The SCSD Initiative bears out our prediction that the Division of Enforcement would continue to emphasize disclosure of 12b-1 fees as an enforcement priority though 2018. Given this new initiative and comments by FINRA’s Head of Enforcement Susan Schroeder that FINRA also will award credit to broker-dealers that self-report and reimburse undisclosed 12b-1 fees, investment advisers and broker-dealers that invest client money in mutual funds, among other things, should take the following steps.
- First, registrants should review their formal disclosures to verify whether conflicts resulting from 12b-1 fees are clearly identified. When doing so, they should be mindful that the SEC has repeatedly emphasized that disclosures that “a conflict of interest may exist” are not clear when the conflict of interest in fact exists. To the extent appropriate, disclosures should be updated.

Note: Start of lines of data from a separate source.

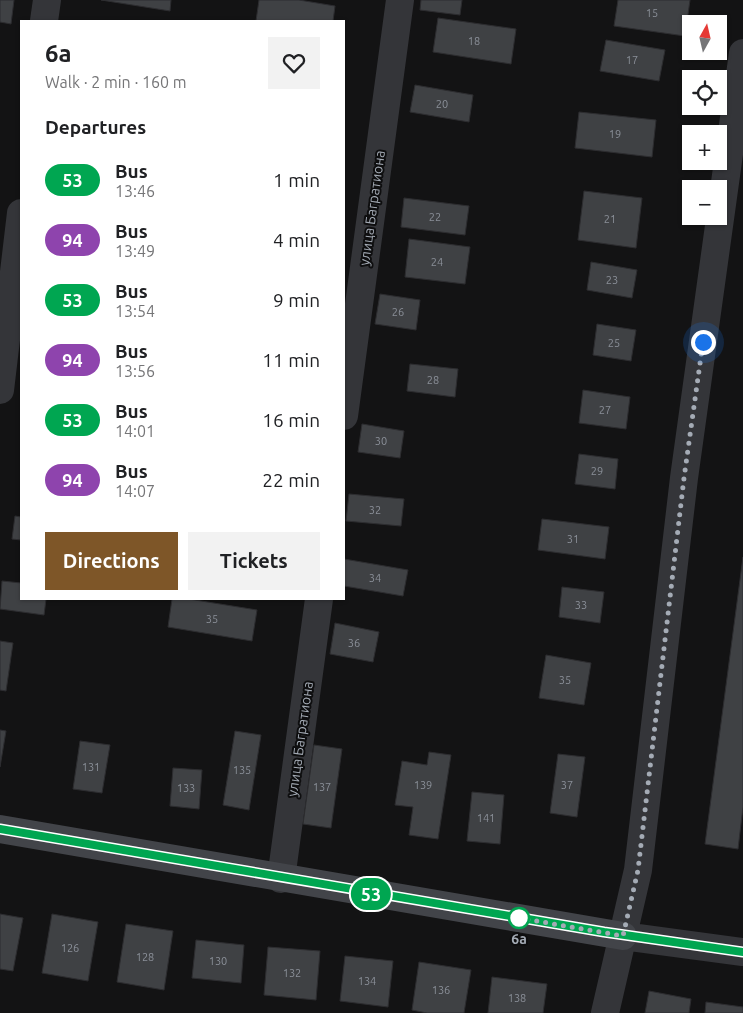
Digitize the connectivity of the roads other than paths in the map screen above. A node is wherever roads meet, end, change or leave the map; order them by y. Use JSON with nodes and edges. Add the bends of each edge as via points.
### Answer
{"nodes":[{"id":1,"x":47,"y":0,"type":"edge"},
{"id":2,"x":400,"y":0,"type":"edge"},
{"id":3,"x":44,"y":20,"type":"edge"},
{"id":4,"x":743,"y":53,"type":"edge"},
{"id":5,"x":20,"y":221,"type":"edge"},
{"id":6,"x":0,"y":390,"type":"edge"},
{"id":7,"x":345,"y":409,"type":"edge"},
{"id":8,"x":319,"y":600,"type":"edge"},
{"id":9,"x":0,"y":829,"type":"edge"},
{"id":10,"x":281,"y":878,"type":"junction"},
{"id":11,"x":623,"y":936,"type":"junction"},
{"id":12,"x":743,"y":952,"type":"edge"},
{"id":13,"x":605,"y":1013,"type":"edge"}],
"edges":[{"from":1,"to":3,"type":"street"},
{"from":2,"to":7,"type":"street","name":"улица Багратиона"},
{"from":4,"to":11,"type":"street","via":[[684,478],[638,870]]},
{"from":5,"to":6,"type":"street"},
{"from":8,"to":10,"type":"street","name":"улица Багратиона"},
{"from":9,"to":10,"type":"street"},
{"from":10,"to":11,"type":"street"},
{"from":11,"to":12,"type":"street"},
{"from":11,"to":13,"type":"street"}]}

- Second, registrants should identify whether they received any 12b-1 fees (either directly or through an affiliate or supervised person) since at least January 1, 2014, and if lower-cost share classes of the same mutual funds were available. If they received previously undisclosed 12b-1 fees that could have been avoided, registrants should reimburse them to their clients and move existing clients to the lower-cost share class promptly. Registrants also should carefully consider self-reporting pursuant to the SCSD Initiative (for advisers) or FINRA Rule 4530 (for broker-dealers) by factoring in (i) the benefits of the initiative’s standardized settlement terms (or the potential cooperation credit provided by FINRA), (ii) the reputational and legal consequences of an enforcement action for 12b-1 related or other violations (either pursuant to or outside of the initiative), (iii) the potential of the SEC or FINRA uncovering the violations through an examination or a tip, and (iv) the additional sanctions that the SEC may impose outside of the initiative (including civil penalties that match the disgorgement amount, compliance consultants, and industry bars).
- Third, registrants should review their compliance programs to identify ways in which they may be strengthened to protect against such undisclosed conflicts of interest, including, as appropriate, updating policies and procedures, training employees, and instituting automated alerts when 12b-1 share classes are selected.
Given the history of enforcement initiatives like the SCSD Initiative and the SEC’s continued focus on 12b-1 fees, advisers and broker-dealers alike should at the very least take these steps to protect against any preventable fallout.